- Integrating AI into workflows is not just a technological issue but is profoundly altering team dynamics and collaborative efficiency.
- Many teams report a decrease in productivity despite using AI, as humans begin to doubt themselves and lose trust in one another.
- AI often provides recommendations with a highly confident tone but can be wrong due to data misinterpretation, leading to poor decisions and financial consequences.
- When AI fails, trust diminishes not only in the tool but also in human judgment, creating “trust ambiguity.”
- Unlike human errors, Generative AI mistakes are hard to dissect due to their “black box” nature, preventing teams from learning and calibrating as usual.

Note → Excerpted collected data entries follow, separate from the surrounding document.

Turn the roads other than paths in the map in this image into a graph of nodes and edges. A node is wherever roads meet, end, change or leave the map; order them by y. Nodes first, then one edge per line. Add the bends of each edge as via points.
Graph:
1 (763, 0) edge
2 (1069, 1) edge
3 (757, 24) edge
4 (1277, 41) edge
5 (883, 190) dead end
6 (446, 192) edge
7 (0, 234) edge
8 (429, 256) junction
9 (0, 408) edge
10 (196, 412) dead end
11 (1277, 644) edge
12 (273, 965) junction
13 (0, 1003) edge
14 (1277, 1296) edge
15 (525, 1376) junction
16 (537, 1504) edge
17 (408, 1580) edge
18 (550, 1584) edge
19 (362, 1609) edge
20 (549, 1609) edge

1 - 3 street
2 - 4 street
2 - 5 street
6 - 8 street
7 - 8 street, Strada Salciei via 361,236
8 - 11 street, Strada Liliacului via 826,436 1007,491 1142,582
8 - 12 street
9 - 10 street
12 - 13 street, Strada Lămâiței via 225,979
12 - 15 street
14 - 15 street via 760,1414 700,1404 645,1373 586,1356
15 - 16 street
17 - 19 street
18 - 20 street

- This erodes psychological safety, making employees hesitant to speak up, question the AI, or engage in collective learning.
- The presence of AI also causes coordination issues: humans may reduce effort, shirk responsibility, and become overly dependent on the system.
- Authors call this the “human–AI oversight paradox”: the more powerful the AI, the more likely humans are to relax their control.
- The solution is not to abandon AI but to apply organizational behavior principles: treat AI integration as a learning process, not a one-time deployment.
- Leaders need to encourage questioning, celebrate the detection of AI errors, and build “intelligent failure” protocols.
- Maintaining human connection is key, avoiding the anthropomorphization of AI while ensuring human override authority.
- Success should be measured by team effectiveness and learning speed, not just technical AI metrics.
📌 Conclusion: AI can undermine psychological safety if viewed purely as a productivity tool. AI errors create trust ambiguity, disrupting team learning and coordination. The solution lies in leaders applying proven human principles: continuous learning, embracing smart mistakes, encouraging dissent, and maintaining human connections. AI only adds value when teams feel safe enough to doubt, learn, and improve together.